No procedimento penal brasileiro prevalece a regra do artigo 156, do Código de Processo Penal, a seguir transcrita:
“A prova da alegação incumbirá a quem a fizer, sendo, porém, facultado ao juiz de ofício:
I – ordenar, mesmo antes de iniciada a ação penal, a produção antecipada de provas consideradas urgentes e relevantes, observando a necessidade, adequação e proporcionalidade da medida;
II – determinar, no curso da instrução, ou antes de proferir sentença, a realização de diligências para dirimir dúvida sobre ponto relevante”.
Observem-se outros dispositivos legais pertinentes a presente análise:
CPP
Art. 40. Quando, em autos ou papéis de que conhecerem, os juízes ou tribunais verificarem a existência de crime de ação pública, remeterão ao Ministério Público as cópias e os documentos necessários ao oferecimento da denúncia.
LEI DE AÇÃO PÚBLICA
Art. 7º Se, no exercício de suas funções, os juízes e tribunais tiverem conhecimento de fatos que possam ensejar a propositura da ação civil, remeterão peças ao Ministério Público para as providências cabíveis.
A dedução clara é que o Juiz brasileiro tem competência no processo inquisitório para ordenar, antes de iniciada a ação penal e antes de proferir sentença, a realização de diligências e colheita de provas que considere urgentes e relevantes.
Ele faz isso de que maneira?
Claro que em harmonia com a polícia e o Ministério Público.
Cabe ressaltar, por absolutamente necessário, que nessa relação entre Juiz, MP e polícia, os “excessos” serão severamente punidos, tais como, dirigir provas para condenar, “armar” flagrante preparado, aconselhar diretamente quem faça a investigação, visando prejudicar o réu e outros procedimentos semelhantes.
Todavia, os fatos que possam determinar “suspeição” devem ser objetivos, concretos, de forma a não deixar duvidas.
Não cabem meras suposições.
Sem “meias palavras”: os diálogos até agora divulgados (não se sabe o que será divulgado amanhã) em nada incriminam o Ministro Moro.
Acusam relacionamento em busca da verdade nos autos, sem indício do propósito de condenação prévia. Tanto é verdadeiro, que alguns acusados foram absolvidos na operação Lava Jato.
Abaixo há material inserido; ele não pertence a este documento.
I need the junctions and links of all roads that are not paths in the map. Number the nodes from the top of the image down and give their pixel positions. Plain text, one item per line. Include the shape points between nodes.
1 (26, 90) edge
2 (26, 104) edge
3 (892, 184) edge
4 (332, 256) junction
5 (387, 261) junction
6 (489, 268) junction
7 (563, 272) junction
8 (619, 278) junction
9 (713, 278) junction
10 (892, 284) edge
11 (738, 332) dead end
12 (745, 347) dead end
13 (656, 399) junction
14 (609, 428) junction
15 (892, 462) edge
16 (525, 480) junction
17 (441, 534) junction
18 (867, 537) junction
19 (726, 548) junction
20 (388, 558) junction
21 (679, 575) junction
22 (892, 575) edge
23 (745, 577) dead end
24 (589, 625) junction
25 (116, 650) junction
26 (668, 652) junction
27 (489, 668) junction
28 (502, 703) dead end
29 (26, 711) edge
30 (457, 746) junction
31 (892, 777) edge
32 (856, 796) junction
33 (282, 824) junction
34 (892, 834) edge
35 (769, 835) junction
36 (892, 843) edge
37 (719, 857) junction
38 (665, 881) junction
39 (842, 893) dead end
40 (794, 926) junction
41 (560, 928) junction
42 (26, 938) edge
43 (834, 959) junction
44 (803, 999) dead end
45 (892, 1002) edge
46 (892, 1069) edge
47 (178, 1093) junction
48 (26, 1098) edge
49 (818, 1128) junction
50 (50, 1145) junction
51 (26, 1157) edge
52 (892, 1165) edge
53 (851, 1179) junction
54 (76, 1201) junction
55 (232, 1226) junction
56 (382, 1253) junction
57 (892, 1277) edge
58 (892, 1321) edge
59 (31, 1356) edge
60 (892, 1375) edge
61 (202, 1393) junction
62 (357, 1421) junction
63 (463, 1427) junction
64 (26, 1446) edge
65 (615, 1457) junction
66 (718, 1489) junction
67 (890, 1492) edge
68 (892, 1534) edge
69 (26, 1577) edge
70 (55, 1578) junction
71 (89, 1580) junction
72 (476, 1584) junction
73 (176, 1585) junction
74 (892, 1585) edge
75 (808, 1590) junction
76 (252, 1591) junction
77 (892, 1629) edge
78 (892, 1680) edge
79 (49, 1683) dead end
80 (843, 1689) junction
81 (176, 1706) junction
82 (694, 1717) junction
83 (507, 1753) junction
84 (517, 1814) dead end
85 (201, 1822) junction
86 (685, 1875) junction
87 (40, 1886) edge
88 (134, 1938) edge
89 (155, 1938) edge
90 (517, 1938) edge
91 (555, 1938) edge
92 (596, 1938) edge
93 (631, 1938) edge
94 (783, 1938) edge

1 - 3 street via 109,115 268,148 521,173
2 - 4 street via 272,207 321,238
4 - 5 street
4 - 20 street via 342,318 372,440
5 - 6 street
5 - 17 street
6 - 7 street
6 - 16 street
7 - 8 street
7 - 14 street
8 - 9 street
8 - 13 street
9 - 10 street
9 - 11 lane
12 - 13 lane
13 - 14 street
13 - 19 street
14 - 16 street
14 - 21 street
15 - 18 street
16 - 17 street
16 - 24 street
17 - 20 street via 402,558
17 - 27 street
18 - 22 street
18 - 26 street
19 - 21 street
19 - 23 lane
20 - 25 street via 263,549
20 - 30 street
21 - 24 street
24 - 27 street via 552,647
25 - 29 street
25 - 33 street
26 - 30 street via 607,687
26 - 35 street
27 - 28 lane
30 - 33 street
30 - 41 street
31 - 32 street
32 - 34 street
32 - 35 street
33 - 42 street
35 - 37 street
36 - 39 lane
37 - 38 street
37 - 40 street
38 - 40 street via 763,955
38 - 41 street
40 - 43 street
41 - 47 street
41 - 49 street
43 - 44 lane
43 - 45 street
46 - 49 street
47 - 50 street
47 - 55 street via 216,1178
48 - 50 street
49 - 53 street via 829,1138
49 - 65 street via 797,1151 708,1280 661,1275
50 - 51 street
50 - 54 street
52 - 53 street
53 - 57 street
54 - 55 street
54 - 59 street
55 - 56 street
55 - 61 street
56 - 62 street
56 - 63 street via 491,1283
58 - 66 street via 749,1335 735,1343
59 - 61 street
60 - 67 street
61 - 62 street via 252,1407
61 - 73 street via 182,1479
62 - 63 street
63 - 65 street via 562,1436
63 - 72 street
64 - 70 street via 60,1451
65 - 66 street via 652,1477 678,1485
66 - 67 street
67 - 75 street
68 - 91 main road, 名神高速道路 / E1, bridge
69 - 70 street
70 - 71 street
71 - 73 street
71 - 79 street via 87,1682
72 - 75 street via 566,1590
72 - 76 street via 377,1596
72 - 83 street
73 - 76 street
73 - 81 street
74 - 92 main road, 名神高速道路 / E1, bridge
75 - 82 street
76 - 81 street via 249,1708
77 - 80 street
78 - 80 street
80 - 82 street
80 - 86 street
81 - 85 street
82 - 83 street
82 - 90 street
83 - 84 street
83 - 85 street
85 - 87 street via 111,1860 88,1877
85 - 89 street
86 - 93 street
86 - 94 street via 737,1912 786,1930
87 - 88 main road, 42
As regras do processo penal brasileiro asseguram esse comportamento, repita-se, desde que não se comprovem “excessos”.
Bolsonaro
Uma palavra final: o presidente Bolsonaro tem dado demonstração de respeito às “regras do jogo democrático”, que deve ser registrada.
O chefe da nação repete que acatará a decisão do Congresso, no caso específico da reforma previdenciária, não sendo infelizmente seguido pelo seu “poderoso” ministro da Economia.
Assim é que deve ser um governante, que recebeu do povo brasileiro a missão de aperfeiçoar a nossa democracia e não de colocá-la em risco.